Last Saturday, the Gaviota Coast Conservancy (GCC) held its first annual fundraiser at the Music Academy of the West, where it honored Jack and Laura Dangermond for their extraordinary donation to The Nature Conservancy of a $165 million, 24,000+ acre property in December 2017.
During the reception, the 250 guests sauntered around the Marilyn Horne House terraces and rooms, mingling and perusing silent auction items. For the program in Lehmann Hall, guests were welcomed by emcee Chip Bell (formerly of Patagonia fame), and by recently hired Executive Director Doug Kern. Kern shared that while the event celebrates the Jack and Laura Dangermond Preserve, which has been dubbed the last perfect place in California, GCC wants to use the momentum of this gift to accomplish other necessary work to protect the coast.
A clear testament to the importance of this organization was the astounding number of current and former politicians present, including Congressmember Salud Carbajal, State Senator Hannah-Beth Jackson, Assemblymember Monique Limón’s representative Michelle Sevilla, County Supervisors Joan Hartmann and Das Williams, City Councilmembers Eric Friedman, Jason Dominguez, and Meagan Harmon, Santa Barbara School Boardmember Laura Capps, Goleta Mayor Paula Perotte and Councilmembers Kyle Richards and James Kyriaco, former congressmember Lois Capps, and former mayors Helene Schneider and Sheila Lodge.
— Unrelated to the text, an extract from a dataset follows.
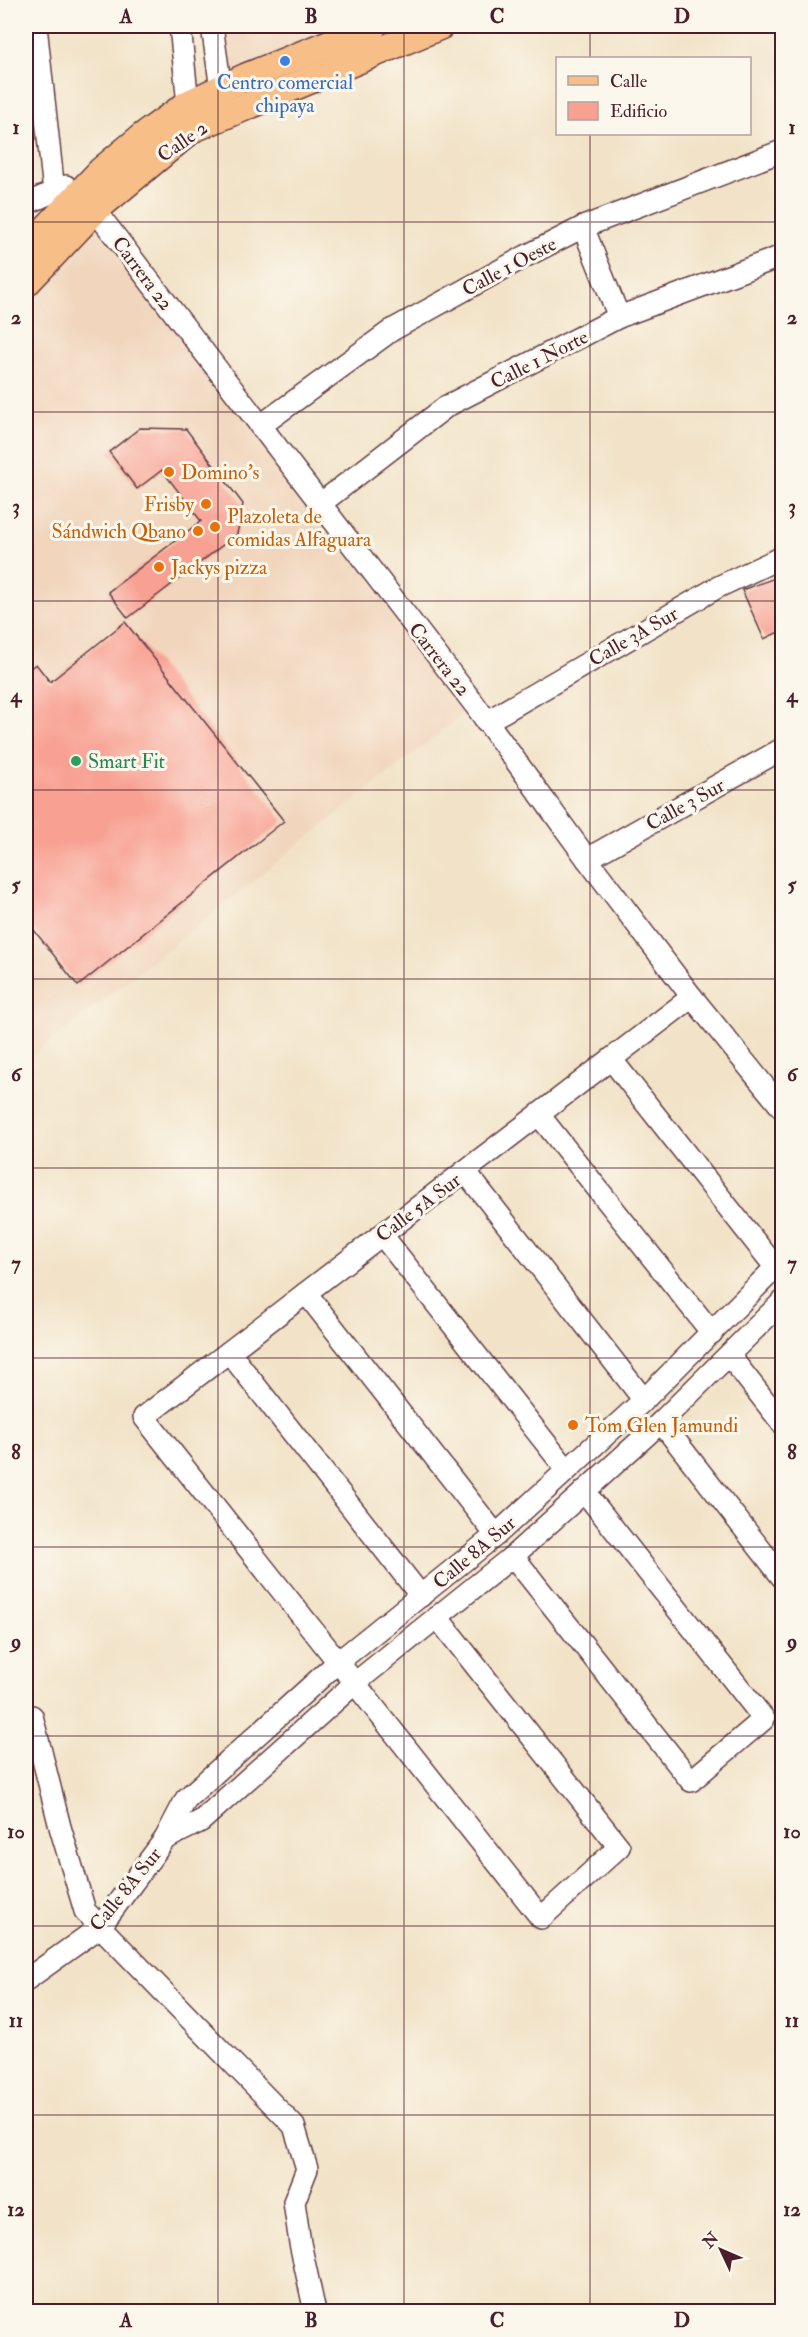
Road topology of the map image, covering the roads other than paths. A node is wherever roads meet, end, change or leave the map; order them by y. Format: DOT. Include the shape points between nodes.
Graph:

GCC’s longtime general counsel Marc Chytilo explained that the goal of GCC is to hold the line on inappropriate development while advancing its vision of a permanently protected coast. GCC is currently engaged with about a dozen proposed development projects. GCC also recognizes the importance of agriculture in the region and seeks to promote regenerative agriculture. GCC wants to expand recreational opportunities, including more trails and getting the Gaviota pier reopened but Chytilo emphasized that it always seeks to strike the right balance between preserving habitat and allowing visitors. GCC is involved in efforts to create new open spaces, especially in the area between the Ritz-Carlton Bacara and Dos Pueblos Ranch.
Senator Hannah-Beth Jackson passionately declared that we are stewards of this extraordinary coastline and are obligated to protect it for future generations. She related how the Gaviota Coast is globally significant as a biodiversity hot spot and that it is a confluence zone where southern and northern species mingle.
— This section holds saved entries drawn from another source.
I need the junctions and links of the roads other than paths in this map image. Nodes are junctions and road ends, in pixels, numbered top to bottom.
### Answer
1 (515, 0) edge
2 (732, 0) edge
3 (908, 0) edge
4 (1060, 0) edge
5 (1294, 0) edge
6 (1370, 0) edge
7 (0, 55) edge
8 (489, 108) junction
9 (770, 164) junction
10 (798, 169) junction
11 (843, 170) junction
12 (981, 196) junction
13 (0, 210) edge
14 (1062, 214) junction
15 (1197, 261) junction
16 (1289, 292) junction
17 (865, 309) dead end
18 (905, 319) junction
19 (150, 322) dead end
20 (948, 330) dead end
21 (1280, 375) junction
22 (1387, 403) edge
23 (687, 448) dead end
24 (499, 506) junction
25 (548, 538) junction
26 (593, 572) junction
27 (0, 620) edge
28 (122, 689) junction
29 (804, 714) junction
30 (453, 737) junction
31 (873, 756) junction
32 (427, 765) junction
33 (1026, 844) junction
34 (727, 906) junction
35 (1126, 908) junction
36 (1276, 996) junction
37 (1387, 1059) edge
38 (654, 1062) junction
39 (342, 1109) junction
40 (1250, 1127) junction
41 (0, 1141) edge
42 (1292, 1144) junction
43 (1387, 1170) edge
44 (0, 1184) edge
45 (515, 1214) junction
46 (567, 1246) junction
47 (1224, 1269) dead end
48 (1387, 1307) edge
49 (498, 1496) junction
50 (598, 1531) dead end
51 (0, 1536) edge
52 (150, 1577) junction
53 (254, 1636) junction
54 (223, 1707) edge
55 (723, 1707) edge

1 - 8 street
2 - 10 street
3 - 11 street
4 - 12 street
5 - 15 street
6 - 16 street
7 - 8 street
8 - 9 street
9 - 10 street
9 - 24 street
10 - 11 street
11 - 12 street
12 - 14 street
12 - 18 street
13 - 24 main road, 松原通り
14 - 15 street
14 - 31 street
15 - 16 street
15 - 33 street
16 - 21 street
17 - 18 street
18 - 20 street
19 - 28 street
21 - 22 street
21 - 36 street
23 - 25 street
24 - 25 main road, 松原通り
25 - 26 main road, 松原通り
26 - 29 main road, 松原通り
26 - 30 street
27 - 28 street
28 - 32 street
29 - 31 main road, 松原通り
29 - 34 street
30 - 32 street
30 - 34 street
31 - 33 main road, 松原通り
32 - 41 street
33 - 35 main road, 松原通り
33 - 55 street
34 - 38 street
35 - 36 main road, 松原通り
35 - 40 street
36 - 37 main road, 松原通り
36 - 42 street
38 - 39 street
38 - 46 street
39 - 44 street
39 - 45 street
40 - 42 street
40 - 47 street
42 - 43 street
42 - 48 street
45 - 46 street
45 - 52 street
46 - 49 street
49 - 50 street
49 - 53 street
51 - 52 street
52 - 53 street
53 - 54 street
Accepting the Coastal Legacy Award on behalf of the Dangermonds was Michael Bell, The Nature Conservancy Director of the Dangermond Preserve. Bell explained that the Dangermonds built a company that provides about half the software used for geographic information systems. In their work, they traveled the world and became sensitive to the need for preserving critical areas such as the Gaviota Coast.
Bell shared how this global biodiversity hot spot harbors more than 56 species with special status, 14 of which are endangered. It is also a hot spot for evolution due to the environmental forces which collide here and create the energy necessary to drive evolution. Bell noted further the incredible value of the property as a cultural resource, with 10,000 years of human ecology important to the Chumash and all humanity.
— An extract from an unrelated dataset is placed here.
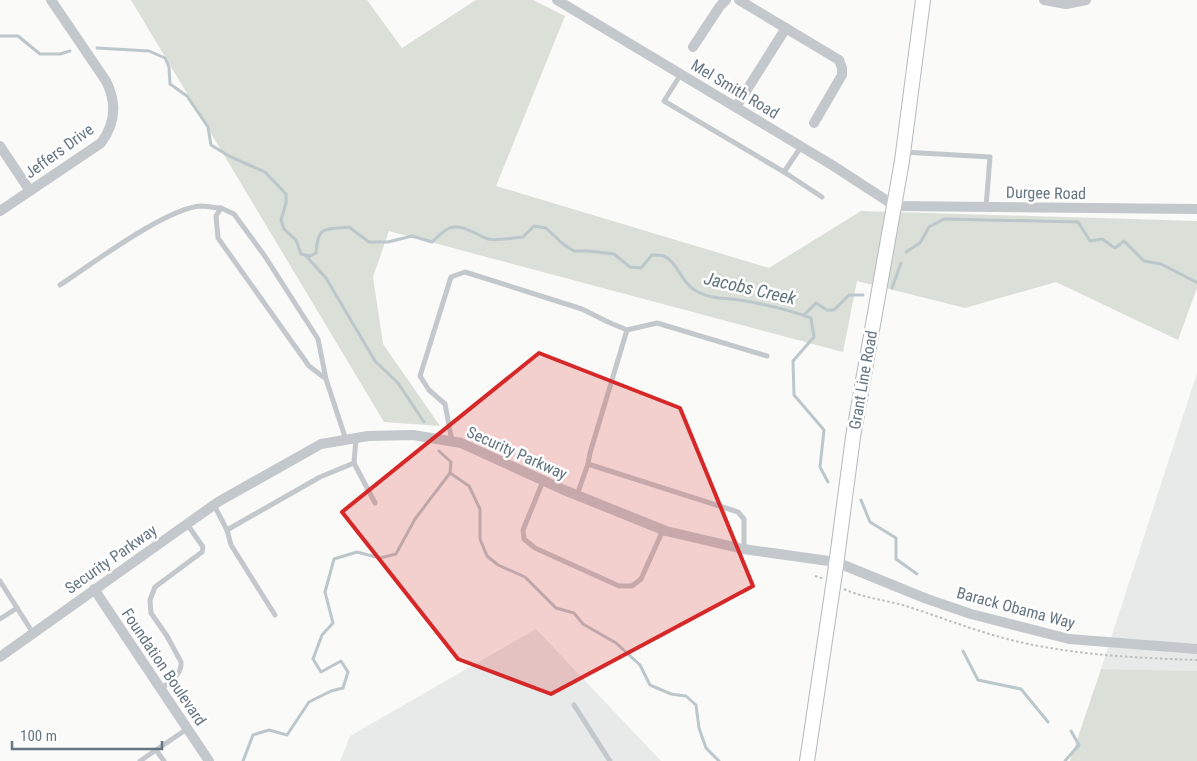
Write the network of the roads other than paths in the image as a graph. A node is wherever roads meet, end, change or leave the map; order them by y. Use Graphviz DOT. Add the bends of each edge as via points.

After a short film showing the stunning beauty of the preserve, Jack Dangermond greeted guests via another short film. He shared how he and Laura fell in love with the land on their honeymoon in the 1960s when they camped there. Dangermond expressed deep gratitude to the Gaviota Coast Conservancy, which he called an amazing organization doing important policy and advocacy work in the multi-front fight against development and providing conservation leadership in meaningful ways. He thanked GCC for giving him, Laura, and The Nature Conservancy the opportunity to acquire the land. Dangermond confided that he and Laura wanted to make the donation secretly, but TNC and others convinced them to go public in the hope of providing inspiration for other potential donors. He emphasized that it is the work of small conservation groups that matters and urged guests to remain active as more land needs to be conserved for future generations.
John Palminteri lead a spirited auction and Geoff Green did the paddle raise, which helped the event net about $60,000.